This Week's Drupal Fire Drill

This week many in the Drupal community lost a lot of sleep Tuesday night because the security team treated us to a warning about major security updates due out on Wednesday. Fortunately for many it wasn’t a crisis in the end, but it gave us all a chance to practice for the worst. Basically, it was like a fire drill in a elementary school: we got to prepare like there was a disaster, but since they wasn’t one we don’t really know how it would have gone if there was actually a fire. We haven’t had a stop-drop-and-roll type of emergency in a while, so it was a good refresher on how to handle a crisis.

For those who don’t know what I’m talking about here’s a quick review. At Cyberwoven, like many Drupal shops, we follow the Drupal Security twitter feed on one of our Slack channels so we saw this mid-afternoon Tuesday:

Slack posting of tweet from the security team.

I read the PSA with images of Drupalgeddon dancing in my head:

There will be multiple releases of Drupal contributed modules on Wednesday July 13th 2016 16:00 UTC that will fix highly critical remote code execution vulnerabilities (risk scores up to 22/25). These contributed modules are used on between 1,000 and 10,000 sites. The Drupal Security Team urges you to reserve time for module updates at that time because exploits are expected to be developed within hours/days. Release announcements will appear at the standard announcement locations.

Drupal core is not affected. Not all sites will be affected. You should review the published advisories on July 13th 2016 to see if any modules you use are affected.

Oh that bold line up there wasn’t part of the original announcement. On Tuesday we didn’t have a sense of scale, were we talking about modules that everyone uses on almost every site (ctools came up more than once). It’s the one thing I wish the security team had done differently: given us that sense of scale.

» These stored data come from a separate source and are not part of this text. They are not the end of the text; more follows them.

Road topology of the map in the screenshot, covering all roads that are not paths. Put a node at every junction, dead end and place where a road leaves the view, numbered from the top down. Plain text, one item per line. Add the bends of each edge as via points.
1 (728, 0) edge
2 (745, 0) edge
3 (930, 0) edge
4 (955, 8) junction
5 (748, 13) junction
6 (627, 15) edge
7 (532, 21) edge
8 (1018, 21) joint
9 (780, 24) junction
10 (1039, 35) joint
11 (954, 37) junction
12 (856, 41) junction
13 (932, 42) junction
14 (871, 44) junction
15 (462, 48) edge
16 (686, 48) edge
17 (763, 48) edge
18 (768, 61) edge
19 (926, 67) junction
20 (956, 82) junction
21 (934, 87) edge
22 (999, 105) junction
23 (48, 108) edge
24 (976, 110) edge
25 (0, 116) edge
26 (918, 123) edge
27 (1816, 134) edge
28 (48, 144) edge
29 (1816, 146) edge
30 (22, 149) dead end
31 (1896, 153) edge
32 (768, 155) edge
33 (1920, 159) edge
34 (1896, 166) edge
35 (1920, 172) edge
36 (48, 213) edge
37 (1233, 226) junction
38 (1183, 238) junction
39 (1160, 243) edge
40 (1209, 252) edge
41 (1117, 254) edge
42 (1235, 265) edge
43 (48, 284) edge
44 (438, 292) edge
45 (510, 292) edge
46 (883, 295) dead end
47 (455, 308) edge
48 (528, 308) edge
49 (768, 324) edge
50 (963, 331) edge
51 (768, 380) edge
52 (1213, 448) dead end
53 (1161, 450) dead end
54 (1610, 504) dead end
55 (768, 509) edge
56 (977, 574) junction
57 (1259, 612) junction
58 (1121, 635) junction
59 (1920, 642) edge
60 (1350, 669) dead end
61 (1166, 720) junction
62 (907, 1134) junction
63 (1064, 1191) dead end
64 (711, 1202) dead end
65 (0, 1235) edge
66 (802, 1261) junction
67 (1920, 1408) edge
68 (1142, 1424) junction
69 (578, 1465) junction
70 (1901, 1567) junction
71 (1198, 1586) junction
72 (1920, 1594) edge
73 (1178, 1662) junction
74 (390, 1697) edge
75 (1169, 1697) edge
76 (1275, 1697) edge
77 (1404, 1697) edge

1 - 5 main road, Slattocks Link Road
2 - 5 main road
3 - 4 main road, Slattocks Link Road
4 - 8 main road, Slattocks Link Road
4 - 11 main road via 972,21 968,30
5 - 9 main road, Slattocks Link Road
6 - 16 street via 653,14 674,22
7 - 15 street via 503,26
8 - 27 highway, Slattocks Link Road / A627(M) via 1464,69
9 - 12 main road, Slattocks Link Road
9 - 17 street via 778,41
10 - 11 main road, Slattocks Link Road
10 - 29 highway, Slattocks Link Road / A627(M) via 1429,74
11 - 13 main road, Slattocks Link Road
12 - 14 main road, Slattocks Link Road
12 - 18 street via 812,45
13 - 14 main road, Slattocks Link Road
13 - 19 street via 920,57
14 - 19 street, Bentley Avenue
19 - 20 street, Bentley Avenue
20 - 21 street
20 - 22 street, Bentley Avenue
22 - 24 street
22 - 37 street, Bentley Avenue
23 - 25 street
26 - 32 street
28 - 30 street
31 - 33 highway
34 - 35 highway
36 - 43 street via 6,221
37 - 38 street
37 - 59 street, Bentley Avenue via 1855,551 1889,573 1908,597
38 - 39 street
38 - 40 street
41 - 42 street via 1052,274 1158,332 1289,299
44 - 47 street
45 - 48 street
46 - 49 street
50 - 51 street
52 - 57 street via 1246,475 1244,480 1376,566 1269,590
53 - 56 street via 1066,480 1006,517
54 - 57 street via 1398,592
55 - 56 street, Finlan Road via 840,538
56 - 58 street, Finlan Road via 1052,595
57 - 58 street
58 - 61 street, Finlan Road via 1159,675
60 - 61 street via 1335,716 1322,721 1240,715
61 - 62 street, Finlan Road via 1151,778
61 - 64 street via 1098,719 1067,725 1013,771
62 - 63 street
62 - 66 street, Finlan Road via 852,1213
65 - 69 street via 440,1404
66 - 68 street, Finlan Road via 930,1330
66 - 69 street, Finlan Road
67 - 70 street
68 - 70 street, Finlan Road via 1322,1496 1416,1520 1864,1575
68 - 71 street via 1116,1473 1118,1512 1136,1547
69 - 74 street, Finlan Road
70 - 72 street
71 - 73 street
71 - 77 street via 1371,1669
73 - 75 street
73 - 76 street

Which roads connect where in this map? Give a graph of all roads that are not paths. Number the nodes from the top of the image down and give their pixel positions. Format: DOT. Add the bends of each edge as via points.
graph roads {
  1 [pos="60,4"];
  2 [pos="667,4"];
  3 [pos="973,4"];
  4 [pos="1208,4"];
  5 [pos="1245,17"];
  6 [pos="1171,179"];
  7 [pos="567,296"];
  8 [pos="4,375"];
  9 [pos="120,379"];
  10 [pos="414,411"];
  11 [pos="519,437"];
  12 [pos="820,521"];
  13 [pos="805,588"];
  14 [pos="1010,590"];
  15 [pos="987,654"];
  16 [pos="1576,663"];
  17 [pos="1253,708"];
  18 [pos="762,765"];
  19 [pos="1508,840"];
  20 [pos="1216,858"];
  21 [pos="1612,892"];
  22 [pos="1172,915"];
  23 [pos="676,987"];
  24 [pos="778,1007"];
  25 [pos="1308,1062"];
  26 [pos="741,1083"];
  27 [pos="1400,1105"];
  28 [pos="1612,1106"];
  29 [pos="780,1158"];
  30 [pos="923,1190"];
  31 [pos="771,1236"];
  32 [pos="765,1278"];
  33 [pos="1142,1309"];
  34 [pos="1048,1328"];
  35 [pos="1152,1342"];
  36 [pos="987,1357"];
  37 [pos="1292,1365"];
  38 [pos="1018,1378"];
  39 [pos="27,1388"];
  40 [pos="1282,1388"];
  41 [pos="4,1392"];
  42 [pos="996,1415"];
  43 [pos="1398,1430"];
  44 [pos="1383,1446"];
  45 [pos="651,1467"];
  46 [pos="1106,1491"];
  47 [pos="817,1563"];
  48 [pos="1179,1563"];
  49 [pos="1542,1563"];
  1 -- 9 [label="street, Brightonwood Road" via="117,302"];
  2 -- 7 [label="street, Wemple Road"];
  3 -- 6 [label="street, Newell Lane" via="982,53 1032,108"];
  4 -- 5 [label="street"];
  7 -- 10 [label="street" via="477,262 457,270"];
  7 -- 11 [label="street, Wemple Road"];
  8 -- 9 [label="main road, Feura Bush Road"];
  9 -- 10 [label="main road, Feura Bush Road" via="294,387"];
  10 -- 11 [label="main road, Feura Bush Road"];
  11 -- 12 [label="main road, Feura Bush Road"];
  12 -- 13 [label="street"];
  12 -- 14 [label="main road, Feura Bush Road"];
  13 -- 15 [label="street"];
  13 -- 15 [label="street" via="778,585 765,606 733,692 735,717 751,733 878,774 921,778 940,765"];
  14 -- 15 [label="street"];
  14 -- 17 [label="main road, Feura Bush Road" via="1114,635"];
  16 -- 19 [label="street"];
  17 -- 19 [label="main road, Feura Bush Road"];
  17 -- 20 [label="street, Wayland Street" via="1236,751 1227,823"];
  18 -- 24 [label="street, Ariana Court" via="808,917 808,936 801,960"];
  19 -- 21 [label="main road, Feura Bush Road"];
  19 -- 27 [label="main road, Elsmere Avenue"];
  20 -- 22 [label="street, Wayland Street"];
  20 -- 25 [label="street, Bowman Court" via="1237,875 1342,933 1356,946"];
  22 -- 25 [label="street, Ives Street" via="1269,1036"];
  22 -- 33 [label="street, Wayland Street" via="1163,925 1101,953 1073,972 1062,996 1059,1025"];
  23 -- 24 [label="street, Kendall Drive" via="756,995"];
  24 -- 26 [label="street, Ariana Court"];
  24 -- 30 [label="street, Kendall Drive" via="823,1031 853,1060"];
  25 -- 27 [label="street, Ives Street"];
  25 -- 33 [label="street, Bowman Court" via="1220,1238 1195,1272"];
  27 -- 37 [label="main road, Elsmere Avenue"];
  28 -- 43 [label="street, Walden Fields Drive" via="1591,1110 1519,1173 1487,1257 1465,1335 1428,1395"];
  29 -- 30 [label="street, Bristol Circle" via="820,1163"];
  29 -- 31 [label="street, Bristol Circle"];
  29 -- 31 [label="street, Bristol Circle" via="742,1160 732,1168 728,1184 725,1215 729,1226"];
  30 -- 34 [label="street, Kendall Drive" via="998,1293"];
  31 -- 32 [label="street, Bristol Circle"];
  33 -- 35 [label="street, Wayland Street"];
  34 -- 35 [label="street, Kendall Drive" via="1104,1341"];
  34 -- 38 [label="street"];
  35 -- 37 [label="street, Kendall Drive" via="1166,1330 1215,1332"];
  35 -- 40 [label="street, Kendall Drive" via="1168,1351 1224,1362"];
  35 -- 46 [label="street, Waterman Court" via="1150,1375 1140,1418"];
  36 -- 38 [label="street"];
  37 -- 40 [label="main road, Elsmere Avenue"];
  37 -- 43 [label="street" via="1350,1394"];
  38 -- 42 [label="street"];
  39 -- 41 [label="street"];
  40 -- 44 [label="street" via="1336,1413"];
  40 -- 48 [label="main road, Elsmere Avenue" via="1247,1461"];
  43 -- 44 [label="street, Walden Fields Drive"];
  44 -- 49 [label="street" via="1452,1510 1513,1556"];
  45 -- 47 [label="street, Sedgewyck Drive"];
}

I read all security postings, and make sure we take prompt steps to address them for clients as needed, but the potential here was that we’d have to update all 70+ sites in a few hours or less which is very different from your run-of-the-mill security update that often aren’t related to use cases and threat profiles for the majority of sites.

Here’s what we did next:

Tuesday

Took a minute to panic, complain, and joke about pending illnesses. This is actually a useful step because it allowed me to burn off some nervous energy and then to focus on the real work.
Pulled out the list of all active clients with Drupal sites, and doubled checked it for accuracy.
Made sure a developer had a working repo for all sites (70+). Since we had a couple people out of the office, and some projects had been reassigned recently to different developers, this was an important step to make sure no sites fell through the cracks during a rush to update them all.
Made sure we knew which were 6 sites, and which were 7 in case we are able to determine that 6 is also affected. Since I knew the announcement would likely skip D6, we needed to accept that we might have to take those sites offline for a time.
Made sure leadership knew that all developers may be busy start at 16:00 UTC on Wednesday. We didn’t actually cancel anything right away, but I didn’t want anyone surprised if we were all too busy posting and testing updates to worry about things like meetings.
Made sure complex projects were thought about ahead of time: sites with unusual setups or ongoing dev work that make sudden updates complex. For example we have one client that has 16 sites that all have an unusual set up, so we agreed who would handle those and made sure she was prepared.

Wednesday

First thing in the morning I saw the update to the notice that gave us a sense of scale and relaxed a little, but still made sure we were fully prepped.
Noon: the announcement of what modules were affected was released and a couple other developers and I immediately reviewed the releases. We relaxed once we determined none of our clients were using any of the modules listed.
I reviewed code from each of the three modules to see what the change was to look for ways to improve my own code to avoid similar errors.
Looked for ways to improve our response for the next time it’s not a drill.

Things would have been more exciting if we’d had to update our sites. Since we were prepared it was a matter of minutes for us to check that all our sites were secure. Each developer checked all the sites in their sandbox, and since I knew all sites were in someone’s sandbox that gave us 100% coverage without having to do lots of double checks.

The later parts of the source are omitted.